○203の1『自然と人間の歴史・日本篇』「マウンダー極小期」の日本

2020-10-17 22:19:41 | Weblog
203の1『自然と人間の歴史・日本篇』「マウンダー極小期」の日本

 そもそも現在の間氷期にいたる氷期と間氷期のサイクルは、ごく大まかに地球の公転軌道と自転軸の傾きの変化(これには、一説には、木星などの重力の影響も考えられるという)、火山活動などにより太陽からの日射の分布が変化して引き起こされているというべきであろう。
 そのことを自然要因とするならば、例えば次の氷期の到来がいつのことになるかという話は、かかる要因が基(もとい)となり、現代では人間活動の影響も加わり、おおよそ何万年周期という地質年代レベルのスパンで微妙に変化することによってもたらされる、と考えるのが自然な成り行きなのだろう。
 それでは、この間の人類の歴史においては、どうだったのだろうか。例えば、1600年代中頃から1700年代前半にかけて太陽活動が低調な時期があって、この影響を受けた当時の北半球では「マウンダー極小期」と呼んでいて、氷期とまでは行かないという意味であろうか、「小氷期」の一部と説明されている。
 おりしも日本では、1600年頃に約1400万人~1600万人だったと推定される人口は、1721年には人口3128万人(実数調査による)まで膨らんだ。この100年間に日本列島の人口がほぼ倍増したことになっている。これを支えたのが、おもに全国的な田畑の開墾・干拓や、東北地方などで行われた灌漑などによる米をはじめ穀物の生産増だった。

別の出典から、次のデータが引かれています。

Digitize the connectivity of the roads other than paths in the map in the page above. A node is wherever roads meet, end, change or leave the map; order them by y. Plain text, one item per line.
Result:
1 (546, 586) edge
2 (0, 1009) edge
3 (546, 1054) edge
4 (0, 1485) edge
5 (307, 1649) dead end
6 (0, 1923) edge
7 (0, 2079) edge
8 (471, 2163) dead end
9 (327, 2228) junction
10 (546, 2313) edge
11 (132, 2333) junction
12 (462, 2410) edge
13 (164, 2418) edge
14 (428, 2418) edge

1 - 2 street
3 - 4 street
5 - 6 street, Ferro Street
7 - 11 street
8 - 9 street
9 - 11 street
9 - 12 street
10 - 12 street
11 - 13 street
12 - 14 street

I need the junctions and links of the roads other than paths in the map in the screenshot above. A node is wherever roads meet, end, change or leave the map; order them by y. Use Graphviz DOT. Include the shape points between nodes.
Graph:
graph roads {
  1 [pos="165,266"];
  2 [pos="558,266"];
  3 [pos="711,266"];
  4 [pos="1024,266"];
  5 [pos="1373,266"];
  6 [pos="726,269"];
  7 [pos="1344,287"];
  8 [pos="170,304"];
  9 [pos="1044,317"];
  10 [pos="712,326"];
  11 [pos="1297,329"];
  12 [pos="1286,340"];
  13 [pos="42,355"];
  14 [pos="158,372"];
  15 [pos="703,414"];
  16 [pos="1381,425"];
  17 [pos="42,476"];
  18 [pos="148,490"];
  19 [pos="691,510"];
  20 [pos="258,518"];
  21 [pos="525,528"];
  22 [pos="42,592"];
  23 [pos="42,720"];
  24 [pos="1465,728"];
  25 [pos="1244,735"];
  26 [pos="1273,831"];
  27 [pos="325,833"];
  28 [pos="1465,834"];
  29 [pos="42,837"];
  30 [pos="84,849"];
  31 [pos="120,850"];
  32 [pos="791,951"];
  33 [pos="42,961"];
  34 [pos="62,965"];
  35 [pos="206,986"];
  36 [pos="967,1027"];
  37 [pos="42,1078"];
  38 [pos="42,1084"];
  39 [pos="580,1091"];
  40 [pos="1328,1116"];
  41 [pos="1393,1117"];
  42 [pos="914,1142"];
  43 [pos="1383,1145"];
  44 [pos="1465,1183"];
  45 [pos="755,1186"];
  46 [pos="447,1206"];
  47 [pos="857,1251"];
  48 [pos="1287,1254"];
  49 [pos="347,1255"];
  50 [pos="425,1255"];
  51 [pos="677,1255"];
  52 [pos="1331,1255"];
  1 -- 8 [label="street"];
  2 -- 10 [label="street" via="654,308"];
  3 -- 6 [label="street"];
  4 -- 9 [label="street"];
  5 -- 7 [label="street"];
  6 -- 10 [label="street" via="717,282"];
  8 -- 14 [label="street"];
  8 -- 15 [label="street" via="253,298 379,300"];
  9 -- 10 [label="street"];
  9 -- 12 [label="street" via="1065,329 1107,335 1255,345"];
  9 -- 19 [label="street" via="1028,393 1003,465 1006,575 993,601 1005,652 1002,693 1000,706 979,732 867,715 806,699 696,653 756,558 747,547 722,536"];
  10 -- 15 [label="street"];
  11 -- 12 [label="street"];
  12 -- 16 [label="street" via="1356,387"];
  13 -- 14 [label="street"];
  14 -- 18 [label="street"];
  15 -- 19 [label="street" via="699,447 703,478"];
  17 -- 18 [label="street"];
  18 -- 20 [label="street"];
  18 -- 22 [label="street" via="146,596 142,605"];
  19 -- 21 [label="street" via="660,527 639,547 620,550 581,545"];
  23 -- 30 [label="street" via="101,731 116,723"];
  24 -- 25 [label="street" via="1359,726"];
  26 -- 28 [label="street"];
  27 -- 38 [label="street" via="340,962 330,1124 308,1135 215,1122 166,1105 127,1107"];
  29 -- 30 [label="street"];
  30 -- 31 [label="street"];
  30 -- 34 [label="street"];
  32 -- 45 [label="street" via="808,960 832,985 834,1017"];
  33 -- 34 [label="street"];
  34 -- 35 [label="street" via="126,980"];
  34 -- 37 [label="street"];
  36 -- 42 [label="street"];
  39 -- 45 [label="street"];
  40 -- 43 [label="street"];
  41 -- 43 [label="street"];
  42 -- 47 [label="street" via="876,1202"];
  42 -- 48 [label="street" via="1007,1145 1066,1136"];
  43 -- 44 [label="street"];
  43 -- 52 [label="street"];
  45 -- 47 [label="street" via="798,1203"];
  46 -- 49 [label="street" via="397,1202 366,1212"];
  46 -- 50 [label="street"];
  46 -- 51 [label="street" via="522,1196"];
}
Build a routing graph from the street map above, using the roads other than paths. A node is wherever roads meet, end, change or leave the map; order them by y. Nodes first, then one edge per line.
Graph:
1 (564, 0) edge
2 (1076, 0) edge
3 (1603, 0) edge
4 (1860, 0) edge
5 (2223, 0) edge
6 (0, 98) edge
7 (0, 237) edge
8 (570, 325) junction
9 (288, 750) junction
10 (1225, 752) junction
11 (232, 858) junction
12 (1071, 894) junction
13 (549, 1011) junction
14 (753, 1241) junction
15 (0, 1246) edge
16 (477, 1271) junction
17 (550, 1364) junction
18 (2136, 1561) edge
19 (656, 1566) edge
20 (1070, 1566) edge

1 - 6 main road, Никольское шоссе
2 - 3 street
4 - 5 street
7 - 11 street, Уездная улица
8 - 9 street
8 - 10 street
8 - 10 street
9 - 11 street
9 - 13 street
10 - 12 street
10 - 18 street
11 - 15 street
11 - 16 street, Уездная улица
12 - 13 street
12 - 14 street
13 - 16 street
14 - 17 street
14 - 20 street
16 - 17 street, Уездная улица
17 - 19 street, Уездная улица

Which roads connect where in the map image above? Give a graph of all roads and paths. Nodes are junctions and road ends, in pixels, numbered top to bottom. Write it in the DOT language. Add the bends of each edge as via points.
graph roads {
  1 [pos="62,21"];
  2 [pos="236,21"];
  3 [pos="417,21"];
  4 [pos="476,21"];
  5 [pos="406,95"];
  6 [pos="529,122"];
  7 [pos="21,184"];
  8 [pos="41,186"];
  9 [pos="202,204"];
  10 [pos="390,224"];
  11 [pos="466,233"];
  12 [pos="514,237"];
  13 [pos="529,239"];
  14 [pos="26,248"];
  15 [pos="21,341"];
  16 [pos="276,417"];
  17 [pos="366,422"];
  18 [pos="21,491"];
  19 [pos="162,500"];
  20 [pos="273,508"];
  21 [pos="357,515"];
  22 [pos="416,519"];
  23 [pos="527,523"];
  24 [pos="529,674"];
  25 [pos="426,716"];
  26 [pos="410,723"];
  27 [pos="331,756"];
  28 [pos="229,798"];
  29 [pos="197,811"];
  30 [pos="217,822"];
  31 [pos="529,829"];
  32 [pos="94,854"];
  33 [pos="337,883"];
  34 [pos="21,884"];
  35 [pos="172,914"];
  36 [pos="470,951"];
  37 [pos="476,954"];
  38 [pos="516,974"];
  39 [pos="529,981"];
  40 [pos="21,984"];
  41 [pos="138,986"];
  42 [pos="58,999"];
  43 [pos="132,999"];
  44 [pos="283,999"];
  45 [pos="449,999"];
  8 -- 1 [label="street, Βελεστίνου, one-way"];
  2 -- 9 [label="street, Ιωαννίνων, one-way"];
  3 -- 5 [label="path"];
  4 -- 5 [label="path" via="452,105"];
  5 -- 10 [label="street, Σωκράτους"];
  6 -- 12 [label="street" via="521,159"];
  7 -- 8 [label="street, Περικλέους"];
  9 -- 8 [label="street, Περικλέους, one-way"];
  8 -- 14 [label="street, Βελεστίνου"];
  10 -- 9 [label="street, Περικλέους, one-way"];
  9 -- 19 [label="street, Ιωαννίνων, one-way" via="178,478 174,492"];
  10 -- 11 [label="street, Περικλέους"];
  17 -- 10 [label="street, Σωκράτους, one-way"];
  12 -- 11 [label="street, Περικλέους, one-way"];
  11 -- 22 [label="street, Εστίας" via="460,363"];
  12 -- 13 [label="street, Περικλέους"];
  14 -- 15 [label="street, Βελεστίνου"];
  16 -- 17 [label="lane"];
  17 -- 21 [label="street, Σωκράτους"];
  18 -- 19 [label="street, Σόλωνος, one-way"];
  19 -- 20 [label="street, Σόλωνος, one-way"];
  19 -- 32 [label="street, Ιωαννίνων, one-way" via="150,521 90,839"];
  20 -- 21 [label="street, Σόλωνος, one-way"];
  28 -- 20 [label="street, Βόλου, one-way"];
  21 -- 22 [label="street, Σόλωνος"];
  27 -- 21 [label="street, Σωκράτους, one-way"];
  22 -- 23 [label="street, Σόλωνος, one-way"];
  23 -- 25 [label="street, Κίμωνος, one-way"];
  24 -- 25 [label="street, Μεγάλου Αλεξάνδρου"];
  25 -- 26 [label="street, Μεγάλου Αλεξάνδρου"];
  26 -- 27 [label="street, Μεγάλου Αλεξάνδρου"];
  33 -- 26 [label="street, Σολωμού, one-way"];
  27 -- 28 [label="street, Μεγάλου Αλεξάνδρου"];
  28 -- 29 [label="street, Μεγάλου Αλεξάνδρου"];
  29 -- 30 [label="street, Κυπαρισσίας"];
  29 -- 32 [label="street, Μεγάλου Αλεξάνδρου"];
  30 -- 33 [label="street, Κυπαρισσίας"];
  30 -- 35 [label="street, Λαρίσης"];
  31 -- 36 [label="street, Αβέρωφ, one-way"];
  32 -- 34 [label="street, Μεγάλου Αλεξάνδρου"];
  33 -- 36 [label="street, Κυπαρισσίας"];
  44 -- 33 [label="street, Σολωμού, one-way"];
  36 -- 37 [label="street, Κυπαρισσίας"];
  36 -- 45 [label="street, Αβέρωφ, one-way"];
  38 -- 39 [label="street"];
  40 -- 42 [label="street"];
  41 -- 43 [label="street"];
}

 ここで振り返っての、マウンダー極小期においての平均気温は、その前後と比較して、一説には、「摂氏約0.1度から0.2度、最大で0.3度低かった」と考えられているという。

 また、別の専門家により、こうも言われる。
 「300年前に寒い時期があって、グラフにはそれが示されています。注目したいのは300年前です。太陽活動が非常に弱い「マウンダー極小期」と呼ばれていた時代です。太陽の黒点が現れないことが70年くらい続いたといわれています。それで地球も非常に寒かったのではないかということで、やはり太陽は大事だという一つの根拠になっています。
 その頃どれくらい寒かったかというと、産業革命前の平均気温より摂氏0.5度、どんなに大きく見積もっても摂氏1度くらい低い気温です。太陽だけが原因ではなく、火山の原因も入っていますので、太陽活動が弱まったとしてもその影響は摂氏1度未満だろうというのがこのデータからいえることです。」(地球環境研究センター、江守正多「本当に二酸化炭素濃度の増加が地球温暖化の原因なのか」、同氏の論考が掲載されている、国立環境研究所発行の「地球環境研究センターニュース」2018年6月号、インターネット配信より引用)

 ついては、この時期の日本農業は、これによりどれくらいの影響をうけたのだろうか。